🤖 AI Summary
This work proposes the "Meme Reappraisal" task, which aims to controllably transform the negative sentiment of internet memes into positive, constructive multimodal content while preserving their visual structure and semantic context. To facilitate research in this direction, we introduce MER-Bench, the first multimodal benchmark dataset specifically designed for emotion transformation with structural preservation, featuring fine-grained annotations for both affective states and compositional elements. We further present a generation and evaluation framework grounded in multimodal large language models (MLLMs).

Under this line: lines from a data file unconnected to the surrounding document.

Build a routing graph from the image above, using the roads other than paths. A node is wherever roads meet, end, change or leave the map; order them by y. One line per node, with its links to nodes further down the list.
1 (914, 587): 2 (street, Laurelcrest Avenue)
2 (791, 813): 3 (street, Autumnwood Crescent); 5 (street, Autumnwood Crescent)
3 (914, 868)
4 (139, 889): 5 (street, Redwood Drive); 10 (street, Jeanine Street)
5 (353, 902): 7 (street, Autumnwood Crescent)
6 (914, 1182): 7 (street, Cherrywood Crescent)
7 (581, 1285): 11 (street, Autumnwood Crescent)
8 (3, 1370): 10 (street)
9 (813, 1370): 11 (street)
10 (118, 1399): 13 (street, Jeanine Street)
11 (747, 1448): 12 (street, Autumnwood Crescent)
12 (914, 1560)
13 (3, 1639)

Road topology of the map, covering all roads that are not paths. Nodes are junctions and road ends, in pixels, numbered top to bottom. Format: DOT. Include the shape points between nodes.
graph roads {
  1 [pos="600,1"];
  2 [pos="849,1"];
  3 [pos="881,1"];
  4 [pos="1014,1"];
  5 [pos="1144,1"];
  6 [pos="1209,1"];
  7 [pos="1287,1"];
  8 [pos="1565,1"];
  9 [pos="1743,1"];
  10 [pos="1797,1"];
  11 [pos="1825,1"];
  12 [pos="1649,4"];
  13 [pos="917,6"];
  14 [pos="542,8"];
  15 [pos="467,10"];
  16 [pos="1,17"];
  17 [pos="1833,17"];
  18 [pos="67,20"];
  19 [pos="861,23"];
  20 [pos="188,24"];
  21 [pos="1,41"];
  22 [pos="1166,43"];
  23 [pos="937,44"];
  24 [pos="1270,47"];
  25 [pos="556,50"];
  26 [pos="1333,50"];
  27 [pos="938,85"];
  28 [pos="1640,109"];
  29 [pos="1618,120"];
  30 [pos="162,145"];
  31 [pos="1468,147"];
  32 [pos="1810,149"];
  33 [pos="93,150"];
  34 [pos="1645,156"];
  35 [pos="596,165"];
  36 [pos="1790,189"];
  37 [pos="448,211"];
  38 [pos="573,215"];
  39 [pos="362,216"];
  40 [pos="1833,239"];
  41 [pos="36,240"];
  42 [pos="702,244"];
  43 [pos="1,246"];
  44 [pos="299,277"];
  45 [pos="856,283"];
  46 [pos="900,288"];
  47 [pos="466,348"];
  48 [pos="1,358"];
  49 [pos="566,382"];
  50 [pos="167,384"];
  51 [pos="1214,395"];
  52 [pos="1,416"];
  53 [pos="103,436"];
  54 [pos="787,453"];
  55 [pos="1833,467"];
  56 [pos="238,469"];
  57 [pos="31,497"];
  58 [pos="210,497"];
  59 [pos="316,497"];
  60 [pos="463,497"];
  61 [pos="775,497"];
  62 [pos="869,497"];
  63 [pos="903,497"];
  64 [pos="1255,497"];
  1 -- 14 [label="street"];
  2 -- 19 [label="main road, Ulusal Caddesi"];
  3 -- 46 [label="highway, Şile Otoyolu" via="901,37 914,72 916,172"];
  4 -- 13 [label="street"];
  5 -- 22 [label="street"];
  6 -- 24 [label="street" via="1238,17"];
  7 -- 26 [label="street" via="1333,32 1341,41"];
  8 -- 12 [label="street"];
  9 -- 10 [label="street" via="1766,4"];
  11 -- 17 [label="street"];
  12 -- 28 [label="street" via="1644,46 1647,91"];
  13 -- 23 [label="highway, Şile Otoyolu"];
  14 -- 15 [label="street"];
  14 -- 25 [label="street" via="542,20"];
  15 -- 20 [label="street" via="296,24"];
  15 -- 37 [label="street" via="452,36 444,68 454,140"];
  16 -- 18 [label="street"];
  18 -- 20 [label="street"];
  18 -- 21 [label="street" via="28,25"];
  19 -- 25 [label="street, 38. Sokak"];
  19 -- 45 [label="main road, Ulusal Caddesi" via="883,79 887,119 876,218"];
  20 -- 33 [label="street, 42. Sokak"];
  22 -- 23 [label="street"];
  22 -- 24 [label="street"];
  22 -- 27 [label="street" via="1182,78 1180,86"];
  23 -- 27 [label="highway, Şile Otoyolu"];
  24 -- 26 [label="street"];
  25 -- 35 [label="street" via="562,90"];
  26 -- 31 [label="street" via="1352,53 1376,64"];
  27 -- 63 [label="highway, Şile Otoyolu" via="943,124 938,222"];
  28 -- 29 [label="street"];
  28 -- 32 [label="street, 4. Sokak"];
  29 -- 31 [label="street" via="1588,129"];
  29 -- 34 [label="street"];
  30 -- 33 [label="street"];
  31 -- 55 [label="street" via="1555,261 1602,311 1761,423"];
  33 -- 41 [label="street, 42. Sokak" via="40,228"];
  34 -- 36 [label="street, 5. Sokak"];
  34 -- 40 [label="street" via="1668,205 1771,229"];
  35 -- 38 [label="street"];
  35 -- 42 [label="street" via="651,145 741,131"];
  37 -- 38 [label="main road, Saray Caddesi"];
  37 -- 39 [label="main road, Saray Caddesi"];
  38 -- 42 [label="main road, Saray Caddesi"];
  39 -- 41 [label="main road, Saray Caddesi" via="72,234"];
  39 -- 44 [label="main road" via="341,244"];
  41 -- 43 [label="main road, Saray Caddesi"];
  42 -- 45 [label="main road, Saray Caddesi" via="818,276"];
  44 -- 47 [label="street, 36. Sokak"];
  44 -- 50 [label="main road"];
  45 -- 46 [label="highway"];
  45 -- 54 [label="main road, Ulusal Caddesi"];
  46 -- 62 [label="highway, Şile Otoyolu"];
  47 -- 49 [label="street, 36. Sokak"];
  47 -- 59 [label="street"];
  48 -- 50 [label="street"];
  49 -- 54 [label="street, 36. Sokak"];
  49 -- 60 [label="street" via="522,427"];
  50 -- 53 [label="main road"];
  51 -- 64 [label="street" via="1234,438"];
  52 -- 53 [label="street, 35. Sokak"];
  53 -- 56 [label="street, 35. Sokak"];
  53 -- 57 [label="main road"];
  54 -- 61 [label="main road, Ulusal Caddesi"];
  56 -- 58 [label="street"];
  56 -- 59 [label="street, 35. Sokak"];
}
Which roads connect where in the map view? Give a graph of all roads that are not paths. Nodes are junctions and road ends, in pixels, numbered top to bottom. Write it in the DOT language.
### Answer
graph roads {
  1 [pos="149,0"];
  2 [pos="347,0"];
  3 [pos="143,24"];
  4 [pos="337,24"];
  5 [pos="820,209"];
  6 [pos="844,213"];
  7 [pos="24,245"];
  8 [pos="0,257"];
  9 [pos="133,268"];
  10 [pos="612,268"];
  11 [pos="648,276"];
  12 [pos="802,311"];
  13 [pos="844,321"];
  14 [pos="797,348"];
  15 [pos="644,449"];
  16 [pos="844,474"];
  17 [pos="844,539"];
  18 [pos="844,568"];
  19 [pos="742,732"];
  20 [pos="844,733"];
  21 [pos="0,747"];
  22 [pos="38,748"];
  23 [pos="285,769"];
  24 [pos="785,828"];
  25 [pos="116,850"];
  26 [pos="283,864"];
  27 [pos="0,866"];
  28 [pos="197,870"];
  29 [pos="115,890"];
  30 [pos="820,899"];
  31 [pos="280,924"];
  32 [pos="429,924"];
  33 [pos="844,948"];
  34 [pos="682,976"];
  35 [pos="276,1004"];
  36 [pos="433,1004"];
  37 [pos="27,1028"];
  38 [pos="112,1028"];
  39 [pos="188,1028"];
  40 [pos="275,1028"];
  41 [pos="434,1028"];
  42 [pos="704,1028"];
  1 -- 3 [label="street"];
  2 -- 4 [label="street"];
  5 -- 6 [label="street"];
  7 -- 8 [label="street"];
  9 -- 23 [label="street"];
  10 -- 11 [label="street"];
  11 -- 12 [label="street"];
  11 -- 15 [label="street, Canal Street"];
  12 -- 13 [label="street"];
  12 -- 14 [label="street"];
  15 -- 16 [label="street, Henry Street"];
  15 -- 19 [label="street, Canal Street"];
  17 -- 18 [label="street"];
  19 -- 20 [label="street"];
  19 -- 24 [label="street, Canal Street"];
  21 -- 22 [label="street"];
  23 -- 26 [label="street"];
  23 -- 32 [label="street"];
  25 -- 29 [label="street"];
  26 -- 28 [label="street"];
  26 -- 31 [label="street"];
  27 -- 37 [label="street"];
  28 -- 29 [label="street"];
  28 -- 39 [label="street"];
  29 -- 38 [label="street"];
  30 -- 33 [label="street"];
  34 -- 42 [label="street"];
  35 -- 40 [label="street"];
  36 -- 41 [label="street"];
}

By adopting an MLLM-as-a-Judge paradigm for multidimensional automatic assessment, our experiments reveal significant limitations in current approaches regarding structural fidelity, semantic consistency, and affective transformation efficacy, thereby laying the groundwork for controllable meme editing and emotion-aware multimodal generation.
📝 Abstract
Memes represent a tightly coupled, multimodal form of social expression, in which visual context and overlaid text jointly convey nuanced affect and commentary. Inspired by cognitive reappraisal in psychology, we introduce Meme Reappraisal, a novel multimodal generation task that aims to transform negatively framed memes into constructive ones while preserving their underlying scenario, entities, and structural layout. Unlike prior works on meme understanding or generation, Meme Reappraisal requires emotion-controllable, structure-preserving multimodal transformation under multiple semantic and stylistic constraints. To support this task, we construct MER-Bench, a benchmark of real-world memes with fine-grained multimodal annotations, including source and target emotions, positively rewritten meme text, visual editing specifications, and taxonomy labels covering visual type, sentiment polarity, and layout structure. We further propose a structured evaluation framework based on a multimodal large language model (MLLM)-as-a-Judge paradigm, decomposing performance into modality-level generation quality, affect controllability, structural fidelity, and global affective alignment. Extensive experiments across representative image-editing and multimodal-generation systems reveal substantial gaps in satisfying the constraints of structural preservation, semantic consistency, and affective transformation. We believe MER-Bench establishes a foundation for research on controllable meme editing and emotion-aware multimodal generation. Our code is available at: https://github.com/one-seven17/MER-Bench.